Best Binoculars for Anole Gazing?

Having recently lost my trusty pair of binoculars, I’m searching for a replacement before heading to the field this summer. My original binoculars were bought for the express purpose of watching monkeys, but now that I’m spending my days observing anole behavior it’s time to reconsider what makes for a good pair of binocs. So far, I’ve received one important piece of advice: make sure that the close focal distance is as small as possible (definitely less than 10 feet, and less than 6 feet is even better) so that you can zoom in on nearby lizards. And, of course, they need to be waterproof/fogproof against the tropical environs! Specific recommendations so far have included the Eagle Optics Ranger and the Nikon Monarch.

So, what is your favorite pair of binoculars? Any tips or advice on what makes a good pair of herping binoculars?
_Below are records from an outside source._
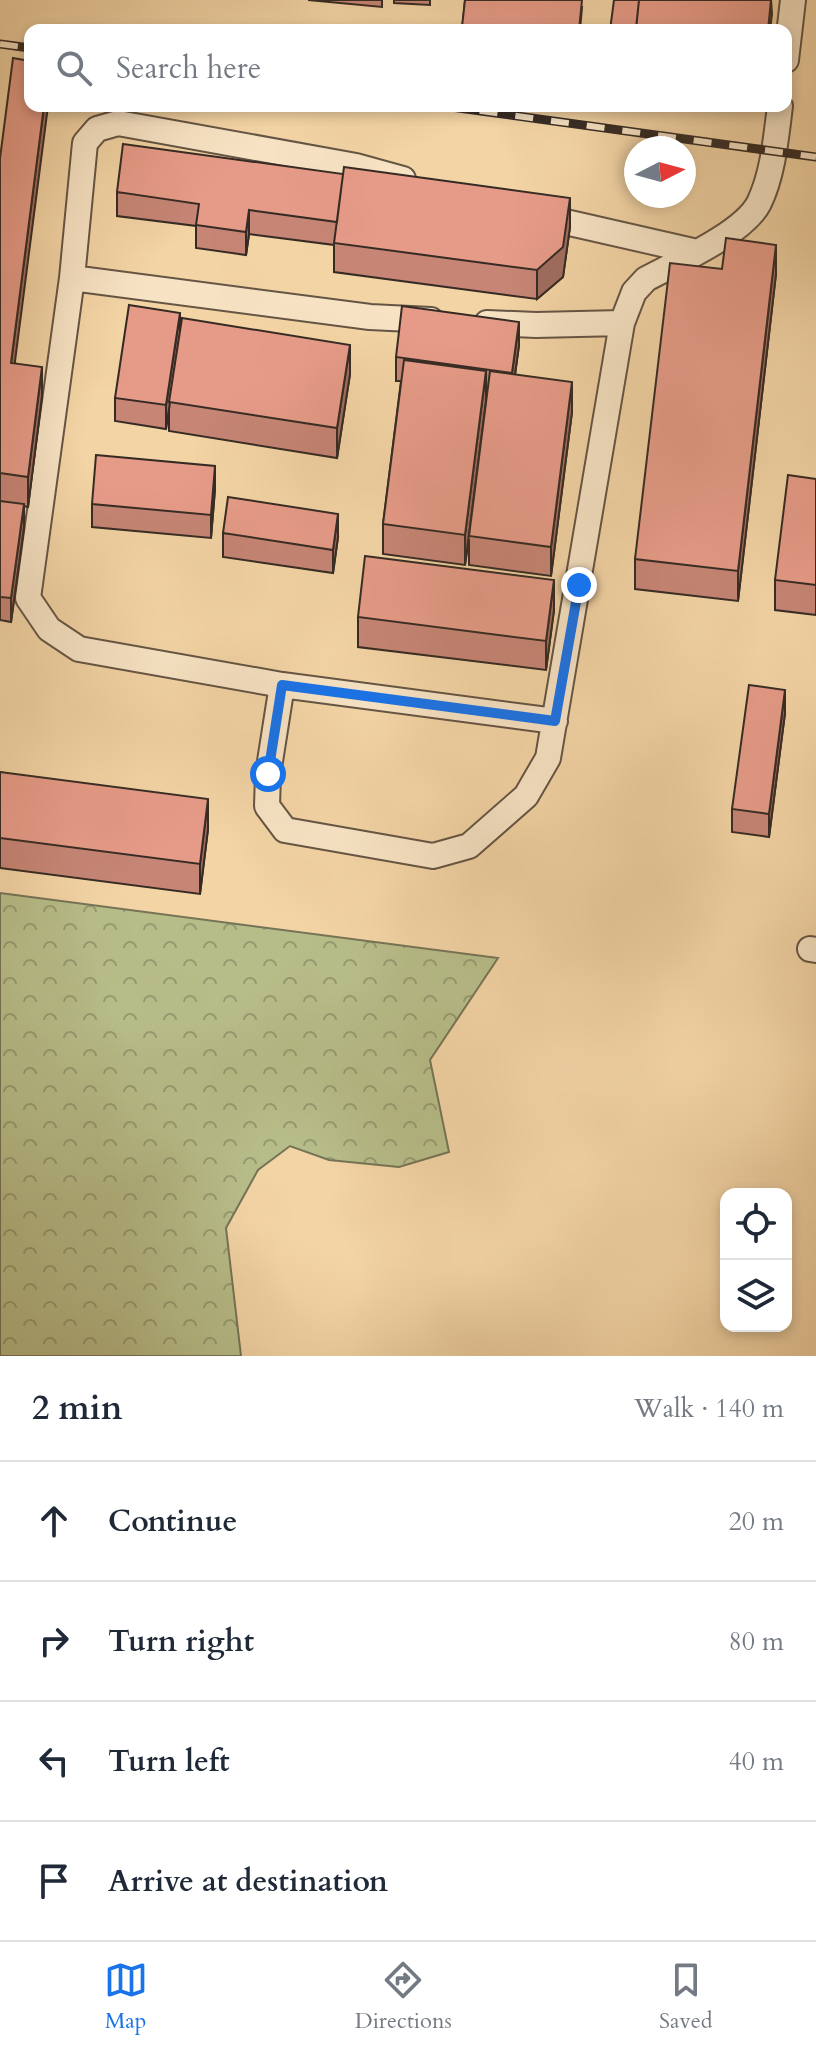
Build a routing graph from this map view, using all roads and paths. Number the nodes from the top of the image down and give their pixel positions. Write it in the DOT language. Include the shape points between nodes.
graph roads {
  1 [pos="793,0"];
  2 [pos="790,24"];
  3 [pos="779,112"];
  4 [pos="430,187"];
  5 [pos="517,211"];
  6 [pos="697,252"];
  7 [pos="72,278"];
  8 [pos="622,323"];
  9 [pos="282,685"];
  10 [pos="555,721"];
  1 -- 2 [label="lane"];
  3 -- 6 [label="lane" via="758,205 745,222"];
  4 -- 7 [label="lane" via="356,166 118,123 97,129 85,143"];
  5 -- 6 [label="lane"];
  6 -- 8 [label="lane" via="646,279 634,292"];
  7 -- 8 [label="lane" via="370,317 536,325"];
  7 -- 9 [label="lane" via="28,598 49,629 79,649"];
  8 -- 10 [label="lane"];
  9 -- 10 [label="lane"];
  9 -- 10 [label="lane" via="267,806 285,830 433,856 469,846 526,796 548,758"];
}
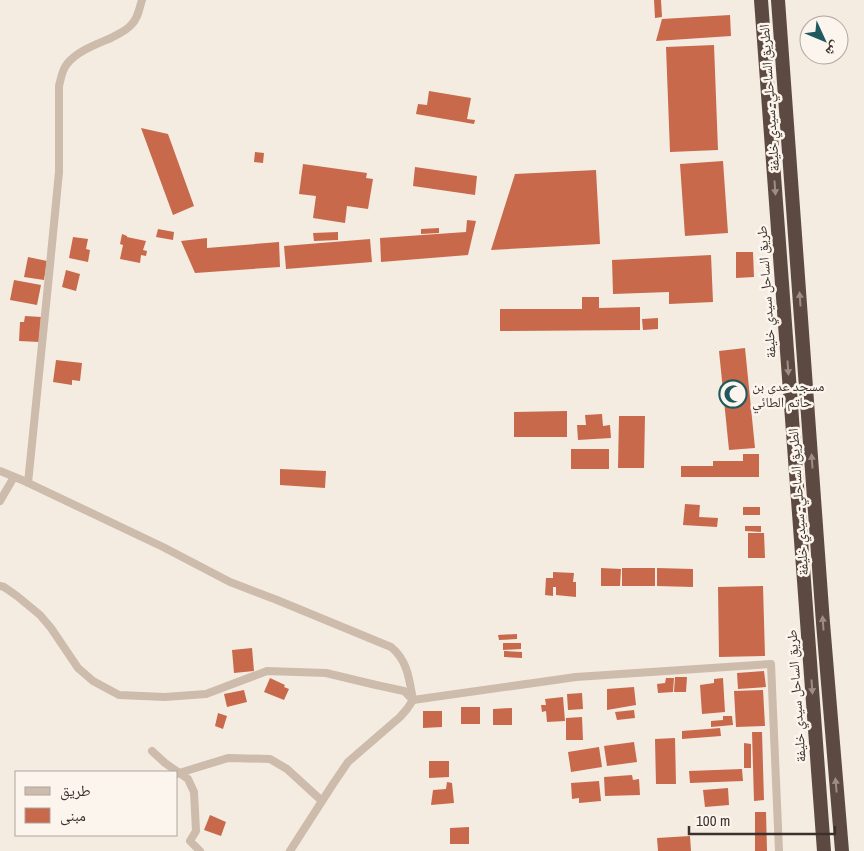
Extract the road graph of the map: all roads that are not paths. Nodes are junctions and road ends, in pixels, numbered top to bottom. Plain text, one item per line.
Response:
1 (142, 0) edge
2 (761, 0) edge
3 (778, 0) edge
4 (0, 471) edge
5 (14, 477) junction
6 (28, 483) junction
7 (0, 500) edge
8 (0, 586) edge
9 (413, 700) junction
10 (152, 751) dead end
11 (174, 771) edge
12 (178, 773) edge
13 (178, 774) edge
14 (322, 801) junction
15 (200, 851) edge
16 (290, 851) edge
17 (779, 851) edge
18 (824, 851) edge
19 (842, 851) edge

1 - 6 street
2 -> 18 highway, طريق الساحل سيدي خليفة
19 -> 3 highway, الطريق الساحلي- سيدي خليفة
4 - 5 street
5 - 6 street
5 - 7 street
6 - 9 street
8 - 9 street
9 - 14 street
9 - 17 street
10 - 11 street
12 - 14 street
13 - 15 street
14 - 16 street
11 thoughts on “Best Binoculars for Anole Gazing?

  1. I haven’t done much anole-gazing with them, but I have a couple of pairs of the Canon image-stabilizing binoculars and they are amazing. You never realize how much the tiny movements you make while using binoculars contribute to poor viewing until it’s gone. They’re fairly expensive, though.

  2. The Pentax 8 by 42 DCF HRc are relatively cheap, lightweight, comfortable on the eyes, and crazy-weather-proof. I’ve used them for quite a bit of herp-watching and really like them. I imagine you can get smaller focal distances if you want.

  3. I tried both Rangers and Monarchs, and both are very good for anoles and general birding purposes. I ended up going with the Rangers 8×42, and I’m really happy with them. The image seemed a bit brighter and sharper on these than on the Monarchs. They also have a lifetime warranty, and I’ve heard great stories of this being honored regardless of whether the owner was at fault for the damage. I highly recommend them.

  4. Hi Katie,

    another vote for eagle optic ranger 8×42. I have both the 10×42 and 8×42 and the 8’s are much better for following stuff in brush and clutter. The angle of view is wide and I barely notice them shaking even after a day of birding/critter hunting (as contrasted with the tens which shake a lot!). Also, they work really well in low light/shade and their customer service is second to none (they have a no fault policy which allows you to send in your bins for repairs/replacements for a fraction of the original price).

    Basically what Justin said!

    1. Just a quick follow up–the monarchs are very good and are considerably cheaper than the rangers if that’s a consideration.